- The Washington Times - Tuesday, November 1, 2011

ANALYSIS/OPINION:

ANALYSIS/OPINION

JACKSON, Miss. — A funny thing happened on the way to forgetting about the abortion issue, which has roiled the country’s politics for four decades. Some people haven’t forgotten about it at all.

Mississippi, which nobody ever cited as a bellwether state, will vote on Nov. 8 whether to amend its state constitution to protect the civil rights of all “persons,” defined in Amendment 26 to “include every human being from the moment of fertilization, cloning, or the functional equivalent thereof.” Abortion would be effectively defined as murder.
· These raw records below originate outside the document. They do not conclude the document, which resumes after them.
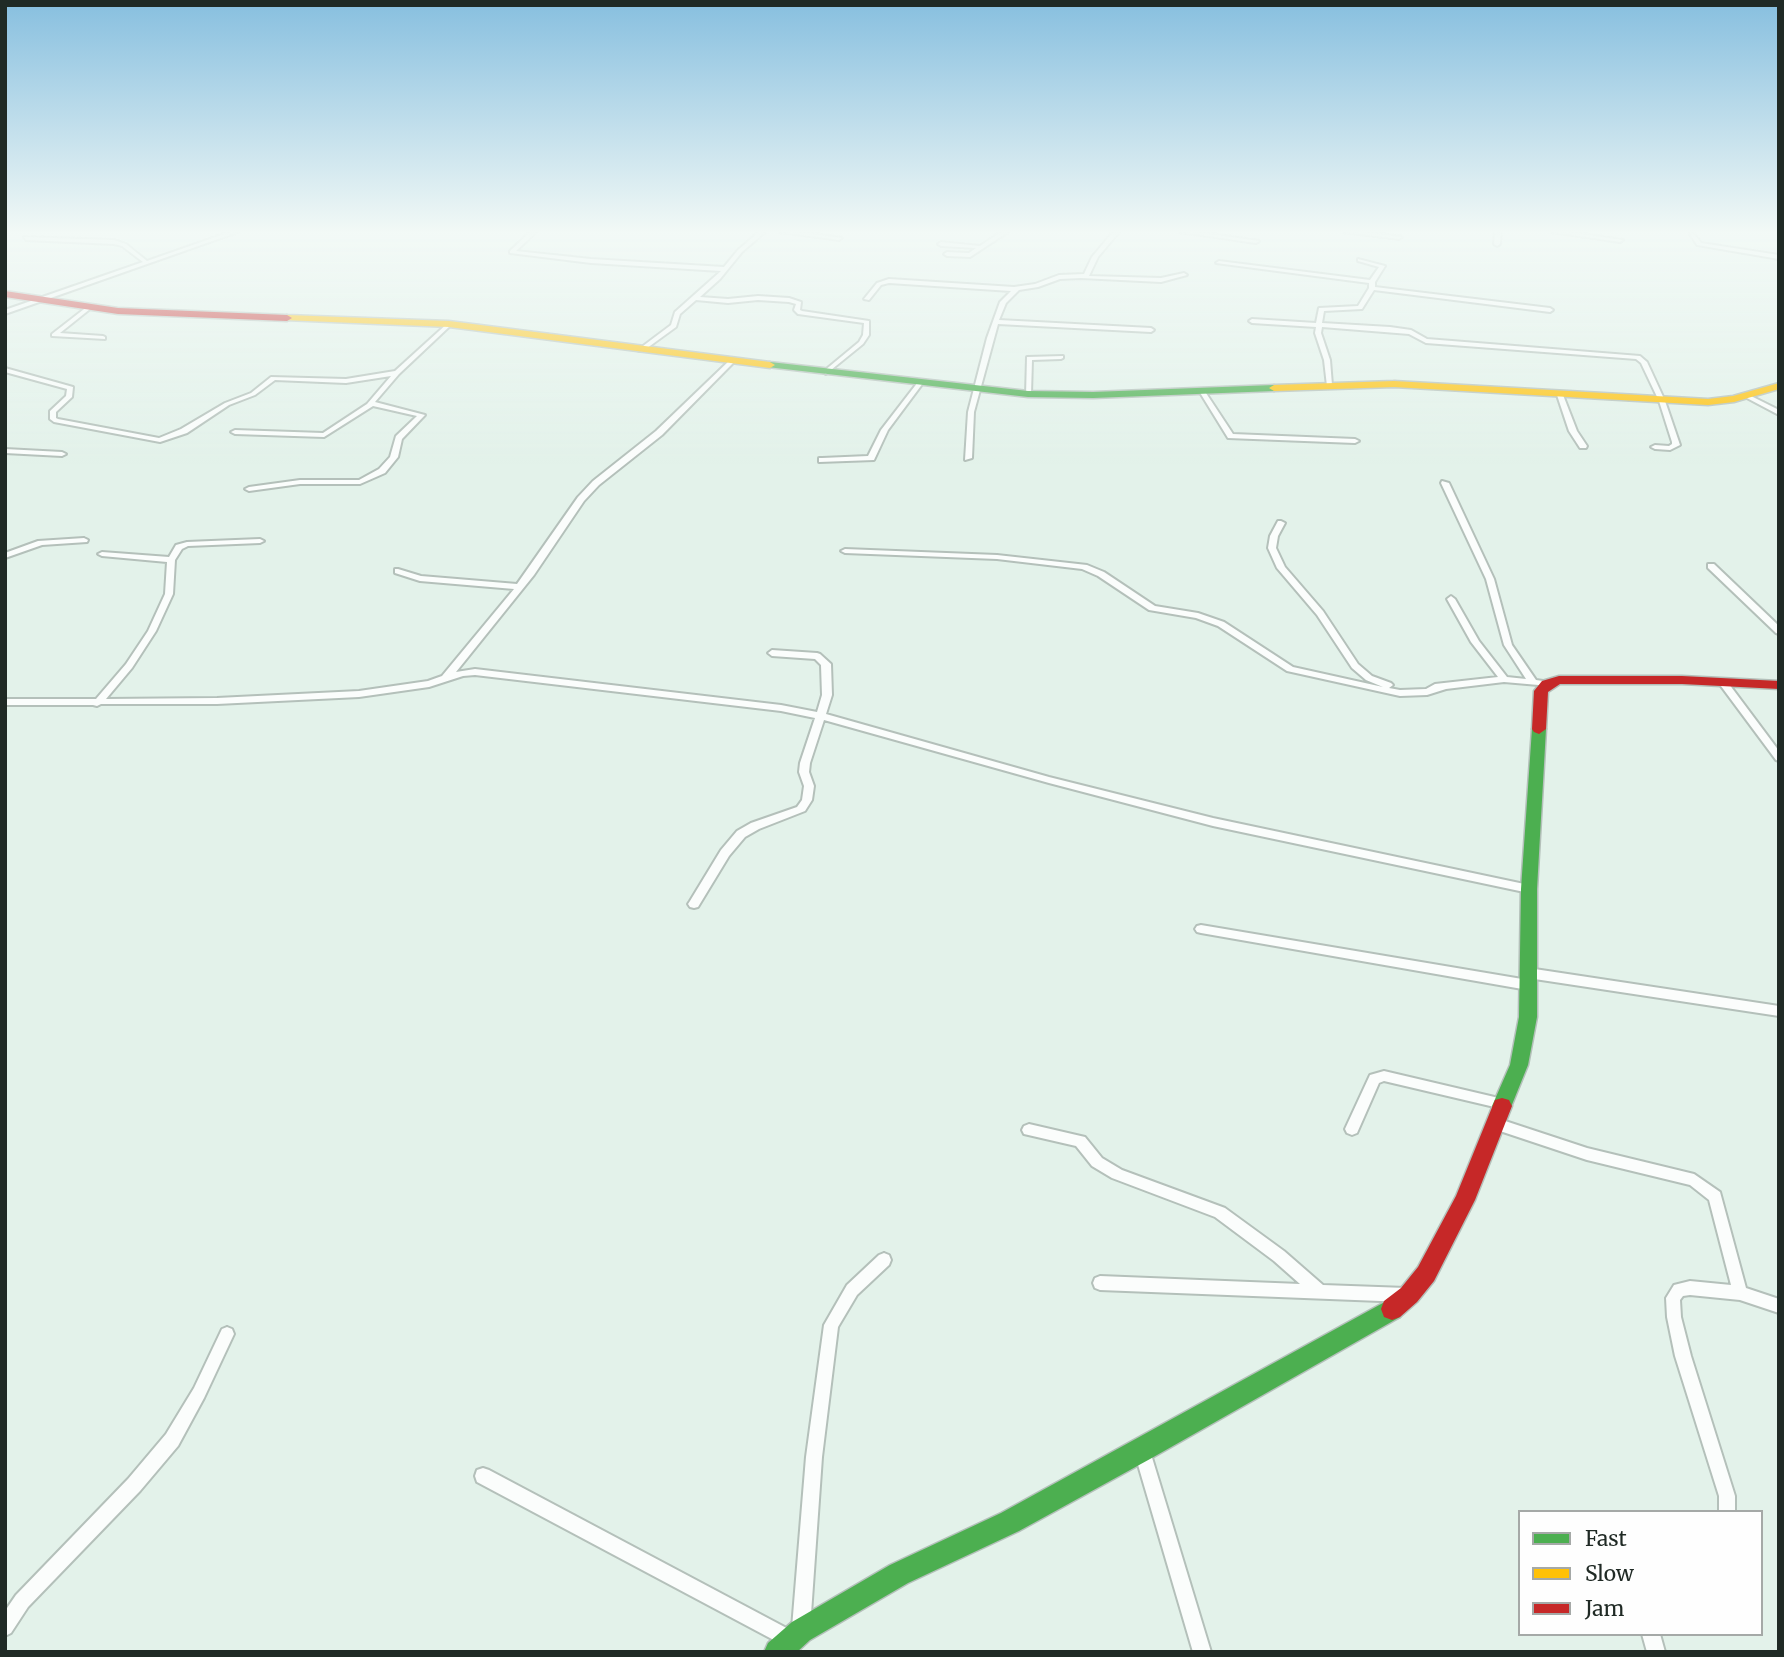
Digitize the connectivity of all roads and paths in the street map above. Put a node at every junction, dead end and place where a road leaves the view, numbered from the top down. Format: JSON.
{"nodes":[{"id":1,"x":86,"y":309,"type":"edge"},
{"id":2,"x":106,"y":309,"type":"edge"},
{"id":3,"x":682,"y":309,"type":"edge"},
{"id":4,"x":797,"y":309,"type":"edge"},
{"id":5,"x":1000,"y":309,"type":"edge"},
{"id":6,"x":1321,"y":309,"type":"edge"},
{"id":7,"x":1545,"y":309,"type":"edge"},
{"id":8,"x":1550,"y":310,"type":"dead end"},
{"id":9,"x":1252,"y":321,"type":"dead end"},
{"id":10,"x":995,"y":322,"type":"junction"},
{"id":11,"x":449,"y":324,"type":"junction"},
{"id":12,"x":1319,"y":325,"type":"junction"},
{"id":13,"x":1151,"y":330,"type":"dead end"},
{"id":14,"x":103,"y":338,"type":"dead end"},
{"id":15,"x":641,"y":350,"type":"junction"},
{"id":16,"x":1060,"y":357,"type":"dead end"},
{"id":17,"x":732,"y":361,"type":"junction"},
{"id":18,"x":5,"y":370,"type":"edge"},
{"id":19,"x":826,"y":372,"type":"junction"},
{"id":20,"x":397,"y":373,"type":"junction"},
{"id":21,"x":920,"y":383,"type":"junction"},
{"id":22,"x":1329,"y":385,"type":"junction"},
{"id":23,"x":1779,"y":386,"type":"edge"},
{"id":24,"x":978,"y":390,"type":"junction"},
{"id":25,"x":1202,"y":391,"type":"junction"},
{"id":26,"x":1028,"y":394,"type":"junction"},
{"id":27,"x":1560,"y":395,"type":"junction"},
{"id":28,"x":1747,"y":396,"type":"junction"},
{"id":29,"x":1662,"y":401,"type":"junction"},
{"id":30,"x":370,"y":405,"type":"junction"},
{"id":31,"x":1779,"y":413,"type":"edge"},
{"id":32,"x":235,"y":432,"type":"dead end"},
{"id":33,"x":1355,"y":441,"type":"dead end"},
{"id":34,"x":1583,"y":446,"type":"dead end"},
{"id":35,"x":1655,"y":447,"type":"dead end"},
{"id":36,"x":5,"y":451,"type":"edge"},
{"id":37,"x":62,"y":454,"type":"dead end"},
{"id":38,"x":968,"y":458,"type":"dead end"},
{"id":39,"x":822,"y":460,"type":"dead end"},
{"id":40,"x":1445,"y":483,"type":"dead end"},
{"id":41,"x":249,"y":489,"type":"dead end"},
{"id":42,"x":1281,"y":523,"type":"dead end"},
{"id":43,"x":84,"y":540,"type":"dead end"},
{"id":44,"x":260,"y":541,"type":"dead end"},
{"id":45,"x":845,"y":551,"type":"dead end"},
{"id":46,"x":102,"y":554,"type":"dead end"},
{"id":47,"x":5,"y":556,"type":"edge"},
{"id":48,"x":170,"y":561,"type":"junction"},
{"id":49,"x":1712,"y":566,"type":"dead end"},
{"id":50,"x":398,"y":571,"type":"dead end"},
{"id":51,"x":520,"y":587,"type":"junction"},
{"id":52,"x":1451,"y":599,"type":"dead end"},
{"id":53,"x":1779,"y":631,"type":"edge"},
{"id":54,"x":772,"y":653,"type":"dead end"},
{"id":55,"x":446,"y":678,"type":"junction"},
{"id":56,"x":1504,"y":680,"type":"junction"},
{"id":57,"x":1540,"y":682,"type":"junction"},
{"id":58,"x":1723,"y":682,"type":"junction"},
{"id":59,"x":1779,"y":685,"type":"edge"},
{"id":60,"x":1442,"y":687,"type":"junction"},
{"id":61,"x":6,"y":702,"type":"edge"},
{"id":62,"x":97,"y":703,"type":"junction"},
{"id":63,"x":821,"y":716,"type":"junction"},
{"id":64,"x":1779,"y":758,"type":"edge"},
{"id":65,"x":1529,"y":889,"type":"junction"},
{"id":66,"x":694,"y":904,"type":"dead end"},
{"id":67,"x":1201,"y":929,"type":"dead end"},
{"id":68,"x":1528,"y":979,"type":"junction"},
{"id":69,"x":1779,"y":1012,"type":"edge"},
{"id":70,"x":1503,"y":1104,"type":"junction"},
{"id":71,"x":1496,"y":1124,"type":"junction"},
{"id":72,"x":1352,"y":1129,"type":"dead end"},
{"id":73,"x":1029,"y":1130,"type":"dead end"},
{"id":74,"x":884,"y":1260,"type":"dead end"},
{"id":75,"x":1100,"y":1283,"type":"dead end"},
{"id":76,"x":1319,"y":1291,"type":"junction"},
{"id":77,"x":1740,"y":1293,"type":"junction"},
{"id":78,"x":1409,"y":1295,"type":"junction"},
{"id":79,"x":1779,"y":1306,"type":"edge"},
{"id":80,"x":227,"y":1334,"type":"dead end"},
{"id":81,"x":1142,"y":1451,"type":"junction"},
{"id":82,"x":484,"y":1476,"type":"dead end"},
{"id":83,"x":1727,"y":1510,"type":"edge"},
{"id":84,"x":5,"y":1627,"type":"edge"},
{"id":85,"x":796,"y":1635,"type":"junction"},
{"id":86,"x":777,"y":1652,"type":"edge"},
{"id":87,"x":1202,"y":1652,"type":"edge"}],
"edges":[{"from":1,"to":14,"type":"street"},
{"from":2,"to":11,"type":"street"},
{"from":3,"to":15,"type":"street"},
{"from":4,"to":19,"type":"street"},
{"from":5,"to":10,"type":"street"},
{"from":6,"to":12,"type":"street"},
{"from":7,"to":8,"type":"street"},
{"from":9,"to":12,"type":"street"},
{"from":10,"to":13,"type":"street"},
{"from":10,"to":24,"type":"street"},
{"from":11,"to":15,"type":"street"},
{"from":11,"to":20,"type":"street"},
{"from":12,"to":22,"type":"street"},
{"from":12,"to":29,"type":"street"},
{"from":15,"to":17,"type":"street"},
{"from":16,"to":26,"type":"street"},
{"from":17,"to":19,"type":"street"},
{"from":17,"to":51,"type":"street"},
{"from":18,"to":20,"type":"street"},
{"from":19,"to":21,"type":"street"},
{"from":20,"to":30,"type":"street"},
{"from":21,"to":24,"type":"street"},
{"from":21,"to":39,"type":"street"},
{"from":22,"to":25,"type":"street"},
{"from":22,"to":27,"type":"street"},
{"from":23,"to":28,"type":"street"},
{"from":24,"to":26,"type":"street"},
{"from":24,"to":38,"type":"street"},
{"from":25,"to":26,"type":"street"},
{"from":25,"to":33,"type":"street"},
{"from":27,"to":29,"type":"street"},
{"from":27,"to":34,"type":"street"},
{"from":28,"to":29,"type":"street"},
{"from":28,"to":31,"type":"street"},
{"from":29,"to":35,"type":"street"},
{"from":30,"to":32,"type":"street"},
{"from":30,"to":41,"type":"street"},
{"from":36,"to":37,"type":"street"},
{"from":40,"to":57,"type":"street"},
{"from":42,"to":60,"type":"street"},
{"from":43,"to":47,"type":"street"},
{"from":44,"to":48,"type":"street"},
{"from":45,"to":60,"type":"street"},
{"from":46,"to":48,"type":"street"},
{"from":48,"to":62,"type":"street"},
{"from":49,"to":53,"type":"street"},
{"from":50,"to":51,"type":"street"},
{"from":51,"to":55,"type":"street"},
{"from":52,"to":56,"type":"street"},
{"from":54,"to":63,"type":"street"},
{"from":55,"to":62,"type":"street"},
{"from":55,"to":63,"type":"street"},
{"from":56,"to":57,"type":"street"},
{"from":56,"to":60,"type":"street"},
{"from":57,"to":58,"type":"street"},
{"from":57,"to":65,"type":"street"},
{"from":58,"to":59,"type":"street"},
{"from":58,"to":64,"type":"street"},
{"from":61,"to":62,"type":"street"},
{"from":63,"to":65,"type":"street"},
{"from":63,"to":66,"type":"street"},
{"from":65,"to":68,"type":"street"},
{"from":67,"to":68,"type":"street"},
{"from":68,"to":69,"type":"street"},
{"from":68,"to":70,"type":"street"},
{"from":70,"to":71,"type":"street"},
{"from":70,"to":72,"type":"street"},
{"from":71,"to":77,"type":"street"},
{"from":71,"to":78,"type":"street"},
{"from":73,"to":76,"type":"street"},
{"from":74,"to":85,"type":"street"},
{"from":75,"to":76,"type":"street"},
{"from":76,"to":78,"type":"street"},
{"from":77,"to":79,"type":"street"},
{"from":77,"to":83,"type":"street"},
{"from":78,"to":81,"type":"street"},
{"from":80,"to":84,"type":"street"},
{"from":81,"to":85,"type":"street"},
{"from":81,"to":87,"type":"street"},
{"from":82,"to":85,"type":"street"},
{"from":85,"to":86,"type":"street"}]}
This time Mississippi may indeed be a bellwether.

“Just about every elected official in Mississippi, black or white and Democrat or Republican, is for Amendment 26,” says one unsympathetic pol pleading anonymity as he sips a midmorning cup of coffee at the Mayflower, a cafe where the pols gather to gossip down Capital Street from the Capitol. “Or at least they say they’re for it. Opposing it is a ticket to oblivion.”

Indeed, both candidates for governor, Phil Bryant, the Republican, and Johnny DuPree, the Democrat, support Amendment 26. So do 20 of the leading politicians in the state, including all elected constitutional officers. Curiously, few Mississippians bring up the subject to a Washington visitor in conversations in coffee shops, shopping malls and on the town squares across the state where people gather. Everybody wants to talk about Barack Obama and the prospects to replace him, and most of the happy talk is about Herman Cain. This is not your grandfather’s Mississippi.

Supporters and opponents speak of Amendment 26 in the apocalyptic language of the true believer. “This is the first significant battle of a revolution,” says Brad Prewitt, director of the Amendment 26 campaign. “This is the most extreme and dangerous intrusion in the lives of women and families in the history of the Republic,” Stan Flint, a Jackson-based political consultant, tells the Wall Street Journal. There’s a widespread expectation that the validity of the amendment will eventually be determined by the U.S. Supreme Court.

There’s no denying that Amendment 26 is far-reaching. By fundamentally changing the debate, it could change the law, even threatening Roe v. Wade, on which all abortion rights rest. There’s already a movement afoot in Arkansas, Oklahoma, Nevada and Montana to put a copy-cat amendment on the ballot in 2012. The Supreme Court follows the election returns, the ancient wisdom goes, and just when a lot of people thought the abortion debate was settled, much work for many lawyers appears to lie ahead.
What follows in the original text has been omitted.